Arabamız su kaynatmasa (1)

05/09/2022 04:31 566

 

Aşağıdaki yaşanmış hikayeyi Doktor Mehmet Uhri yollamış.

Noktasına, virgülüne dokunmadım.

***

Arabamız su kaynatmasa durmayacaktık o sıcak yaz günü, Balıkesir'in Savaştepe ilçesinde.

Yola çıkmadan önce arabaya bakım yaptırmış, hararet sorunu olduğunu söylememe rağmen arıza bulamamışlardı.

Dağda su kaynattıktan sonra motorun soğumasını bekleyip, ancak Savaştepe'ye kadar gidebilmiştik.

Birlikte yolculuk ettiğim eşimin ve kızımın da canı sıkkındı.

Günlerden Pazar'dı ve her yer kapalıydı.

Sanayi Sitesi'nde arabaya baktıracak birilerini aradık, bulamadık.

Can sıkıntısı ve çaresizlik içerisinde söylenirken, tamirci aradığımızı duyan birileri aracılığıyla tanıştık Hüseyin Amca'yla.

Elinde küçük bir alet çantası vardı.

Bize yardımcı olmak istediğini söyledi.

Teşekkür ederek davet ettik.

Motora yaklaştı; sesini dinledi.

Kontağı tekrar açtı.

Hiçbir yere dokunmadan uzun uzun motoru ve çalışmasını izledi.

"Motorun soğutma sisteminde sorun olmadığından" söz etti.

Bie süre daha bakındı.

Sonra "Buldum galiba" diye haykırdı.

Sonra sesli bir beyin jimnastiği yaptı;

"Her şey normal görünüyor ve su kaynatıyor ise, araba su eksiltiyor demektir. Muhtemelen kalorifer peteği delinmiş, su kaçırıyordur. O takdirde döşemelerin ıslak olmalı" dedi.

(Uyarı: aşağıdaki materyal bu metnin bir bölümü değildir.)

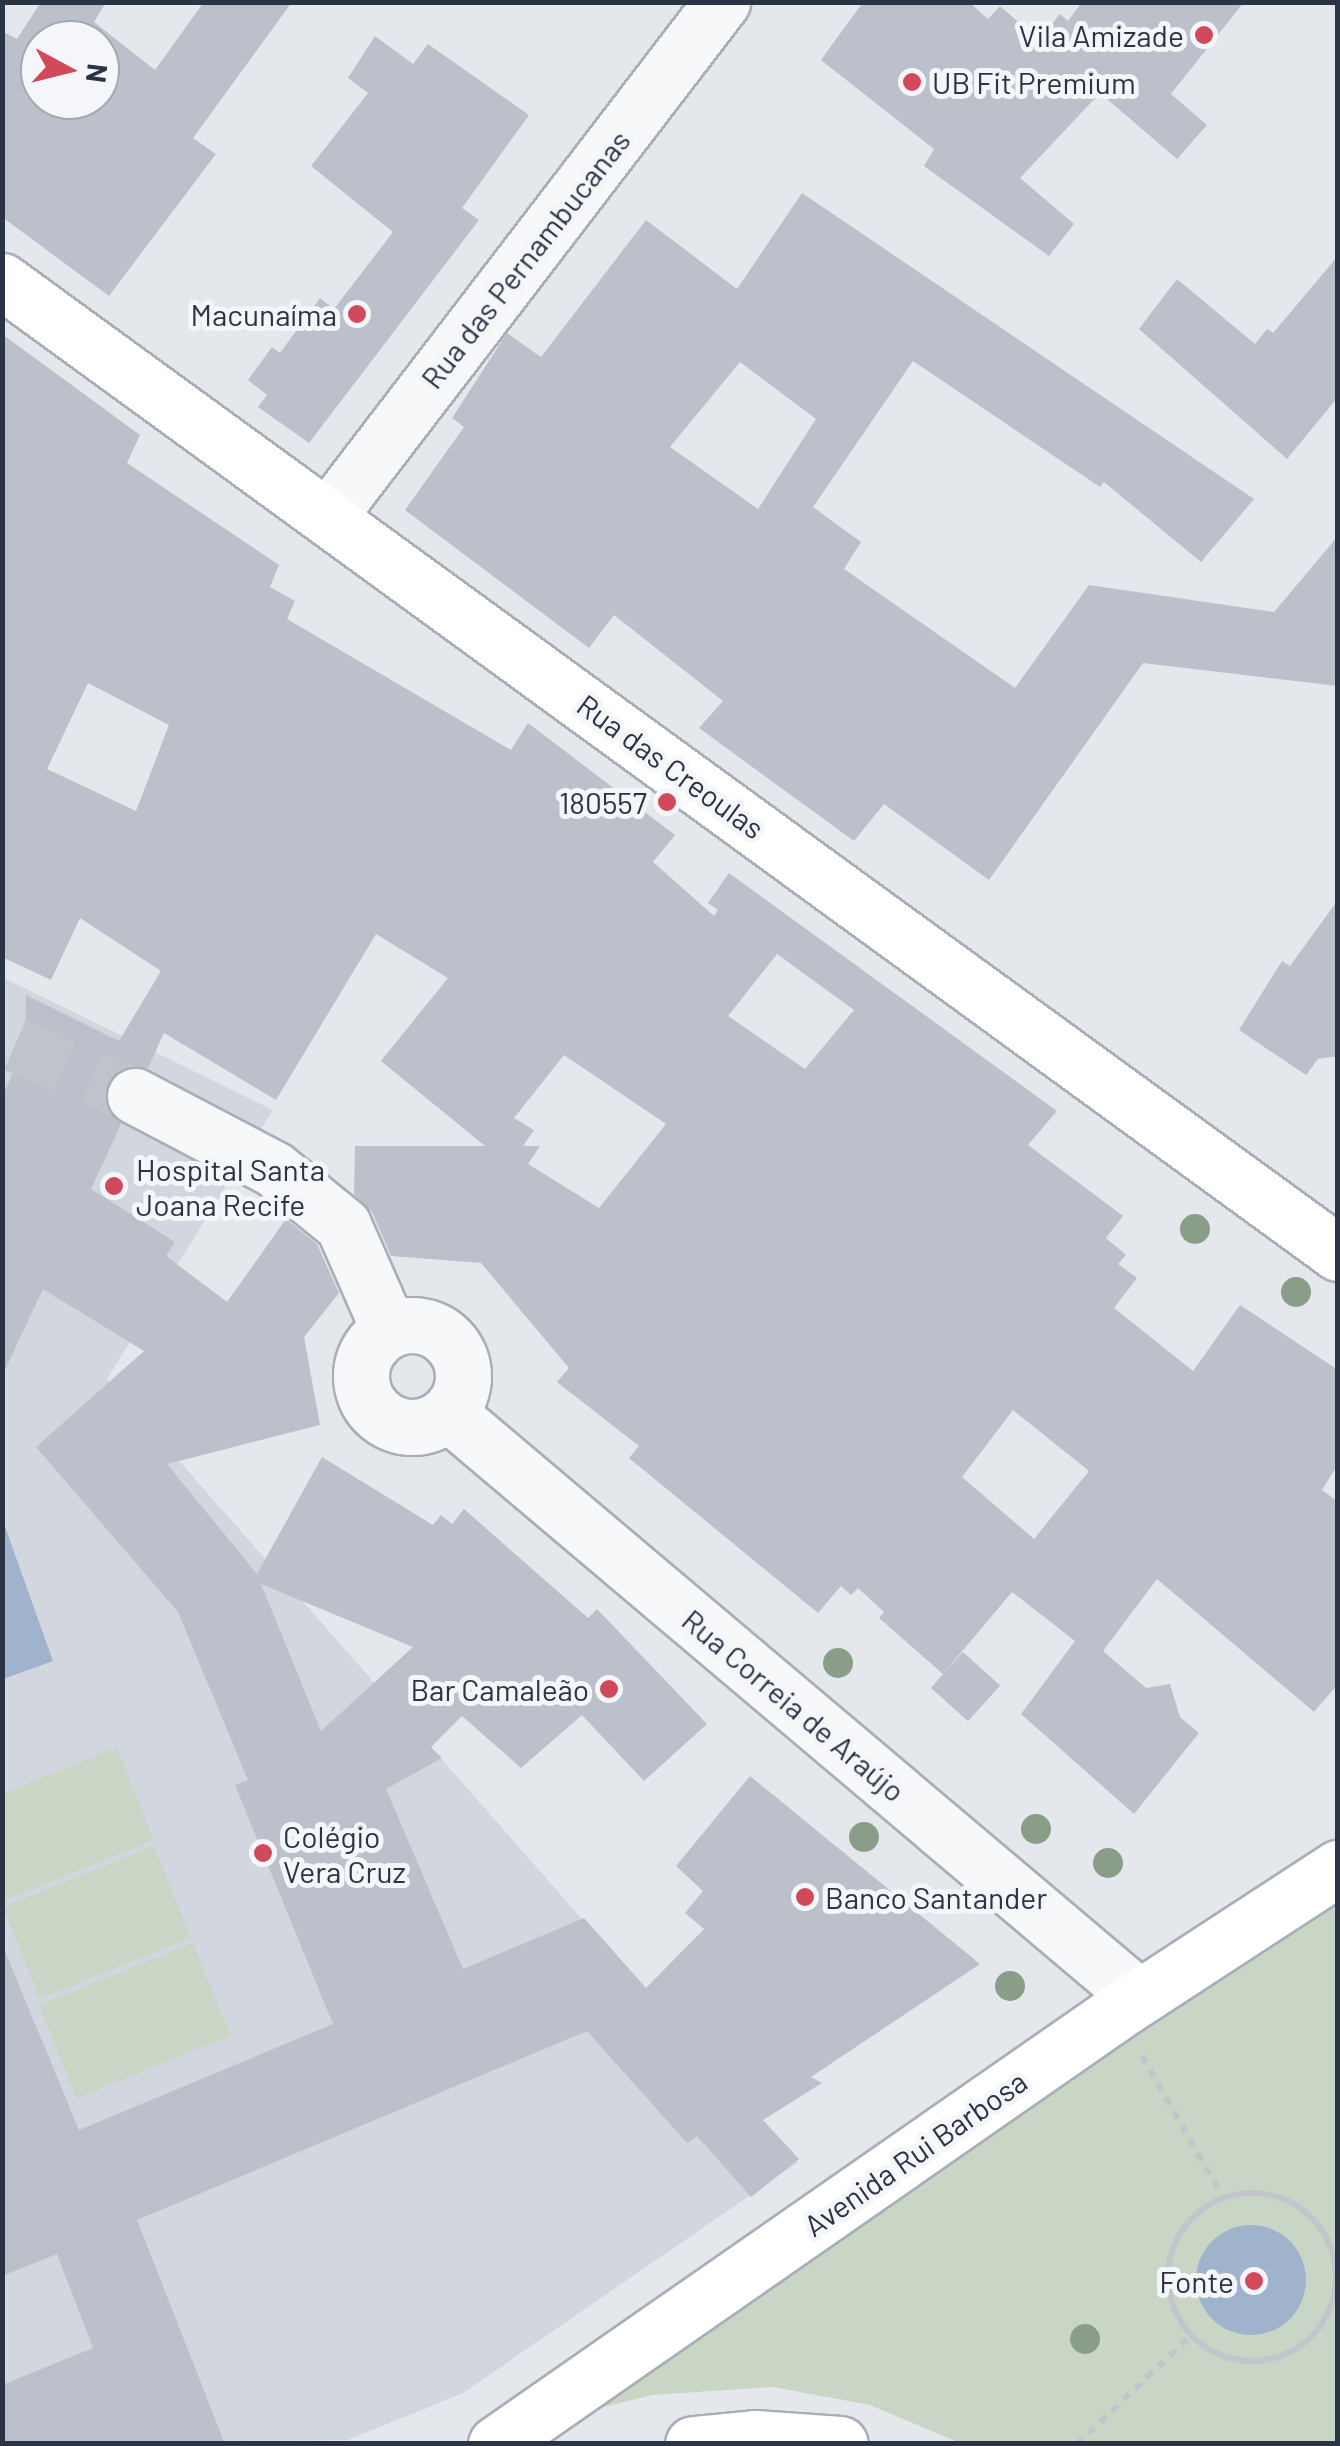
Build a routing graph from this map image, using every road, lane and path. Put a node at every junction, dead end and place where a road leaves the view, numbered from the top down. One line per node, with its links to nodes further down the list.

Gerçekten de onca uzmanın çalıştığı servisin bulamadığı sorunu, kısa sürede görmüştü.

Arabanın kalorifer sistemi, soğutma suyu yüzünden su kaçırıyor, araba da o yüzden hararet yapıyordu.

Kalorifer sistemini devre dışı bırakıp, geçici de olsa su kaçağını önleyip sorunu çözdü Hüseyin amca.

Teşekkür edip borcumu sordum.

Rakam yerine arabanın camındaki tıp armasını gösterdi;

"Doktor musun?"

"Evet"

"Bizim hanımın yıllardır geçmeyen ağrıları var. Gelip bakarsan ödeşiriz...Ben de hanıma doktor götürmüş, gönlünü almış olurum..Hem de bir çayımızı içer soluklanırsınız"

Teklifi kabul görünce hep beraber Hüseyin Amca'nın evine gittik.

Tek katlı, bahçeli, şirin bir evdi.

Hanımının şikayetlerini dinleyip, muayene ettim.

Çoğu yaşlılığa ve menopoza bağlı yakınmalar için tavsiyelerde bulunup iki de ilaç yazdım.

Kadıncağızın yüzü güldü, teşekkür etti.

Bu arada ilkokul çağındaki, kızım boş durmuyor, odaları karıştırıyordu.

Bir şey kırıp dökmesin diye yanına gittiğimde evin bir odasının duvarlarının kitapla dolu olduğunu gördüm.

Şaşkınlığım daha da artmıştı.

Muhabbet ilerleyince, tamirci sandığım Hüseyin Amca'nın gerçekte, emekli bir ilkokul öğretmeni olduğunu, 39 yıl devlet hizmetinde Eğe'nin köylerinde çalışıp emekli olduktan sonra Savaştepe'ye yerleştiğini anlattı.

Çocuklarının okuyup büyük şehirlere gittiğini, burada hanımıyla baş başa yaşadığını söyledi.